Task details:
Please repeat the records exactly. The pictures are to be left out.

[Stored items]
* * *

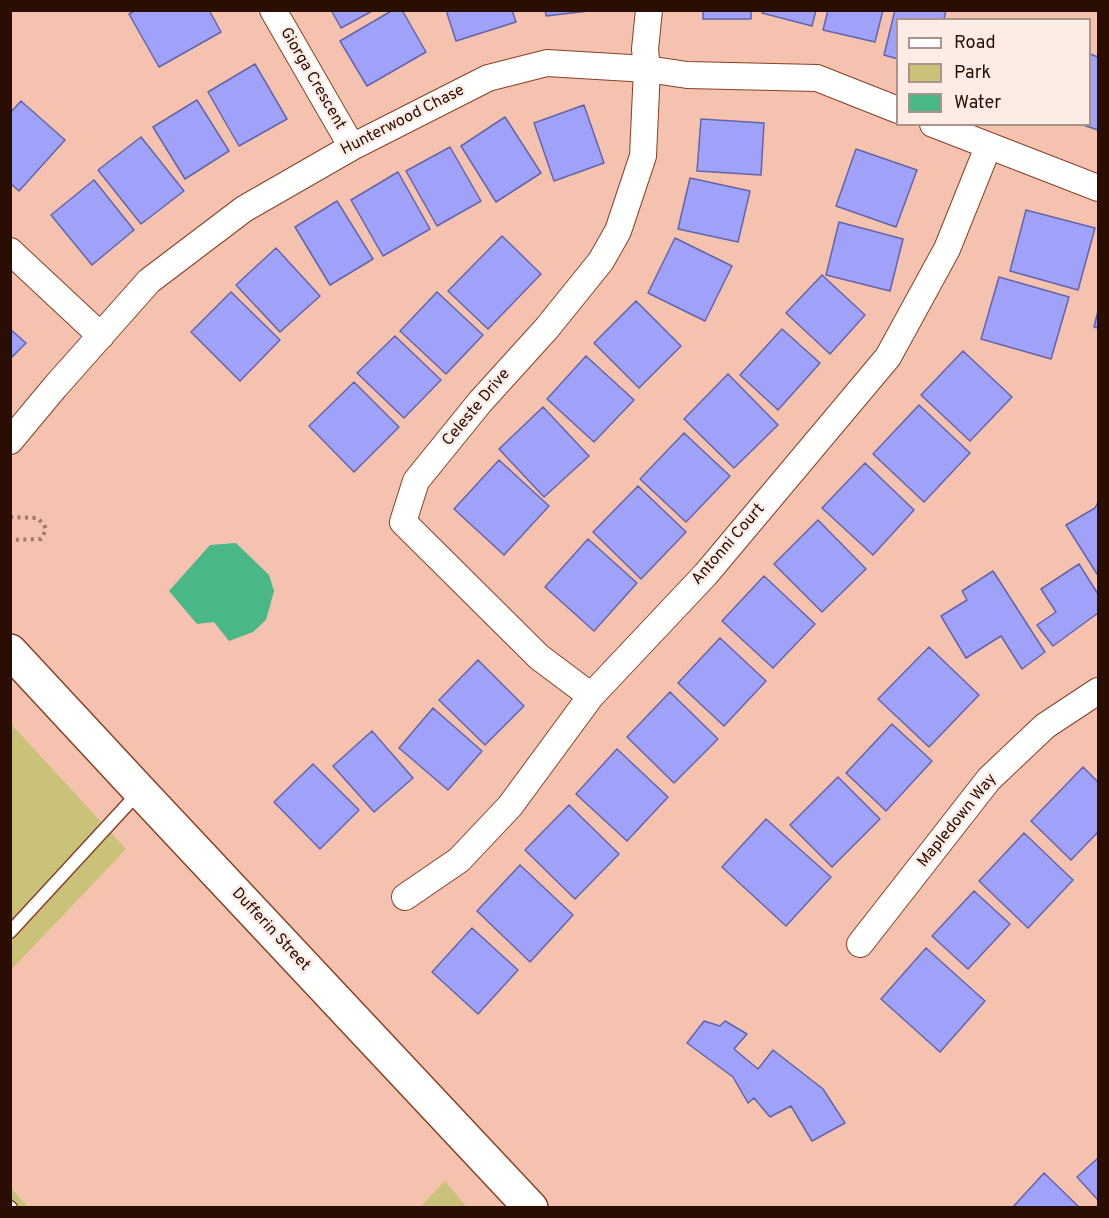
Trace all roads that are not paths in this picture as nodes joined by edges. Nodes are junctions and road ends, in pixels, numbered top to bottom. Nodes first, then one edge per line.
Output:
1 (273, 10) edge
2 (649, 10) edge
3 (647, 69) junction
4 (896, 110) edge
5 (938, 126) edge
6 (352, 147) junction
7 (988, 147) junction
8 (1098, 188) edge
9 (10, 251) edge
10 (101, 336) junction
11 (10, 441) edge
12 (10, 651) edge
13 (1098, 691) edge
14 (591, 696) junction
15 (140, 791) junction
16 (405, 897) dead end
17 (10, 932) edge
18 (860, 944) dead end
19 (531, 1208) edge

1 - 6 street, Giorga Crescent
2 - 3 street
3 - 4 street, Hunterwood Chase
3 - 6 street, Hunterwood Chase
3 - 14 street, Celeste Drive
5 - 7 street
6 - 10 street, Hunterwood Chase
7 - 8 street
7 - 14 street, Antonni Court
9 - 10 street
10 - 11 street, Hunterwood Chase
12 - 15 main road, Dufferin Street
13 - 18 street, Mapledown Way
14 - 16 street, Antonni Court
15 - 17 lane
15 - 19 main road, Dufferin Street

* * *

Answer box:
Trace all roads that are not paths in this picture as nodes joined by edges. Nodes are junctions and road ends, in pixels, numbered top to bottom. Nodes first, then one edge per line.
Output:
1 (273, 10) edge
2 (649, 10) edge
3 (647, 69) junction
4 (896, 110) edge
5 (938, 126) edge
6 (352, 147) junction
7 (988, 147) junction
8 (1098, 188) edge
9 (10, 251) edge
10 (101, 336) junction
11 (10, 441) edge
12 (10, 651) edge
13 (1098, 691) edge
14 (591, 696) junction
15 (140, 791) junction
16 (405, 897) dead end
17 (10, 932) edge
18 (860, 944) dead end
19 (531, 1208) edge

1 - 6 street, Giorga Crescent
2 - 3 street
3 - 4 street, Hunterwood Chase
3 - 6 street, Hunterwood Chase
3 - 14 street, Celeste Drive
5 - 7 street
6 - 10 street, Hunterwood Chase
7 - 8 street
7 - 14 street, Antonni Court
9 - 10 street
10 - 11 street, Hunterwood Chase
12 - 15 main road, Dufferin Street
13 - 18 street, Mapledown Way
14 - 16 street, Antonni Court
15 - 17 lane
15 - 19 main road, Dufferin Street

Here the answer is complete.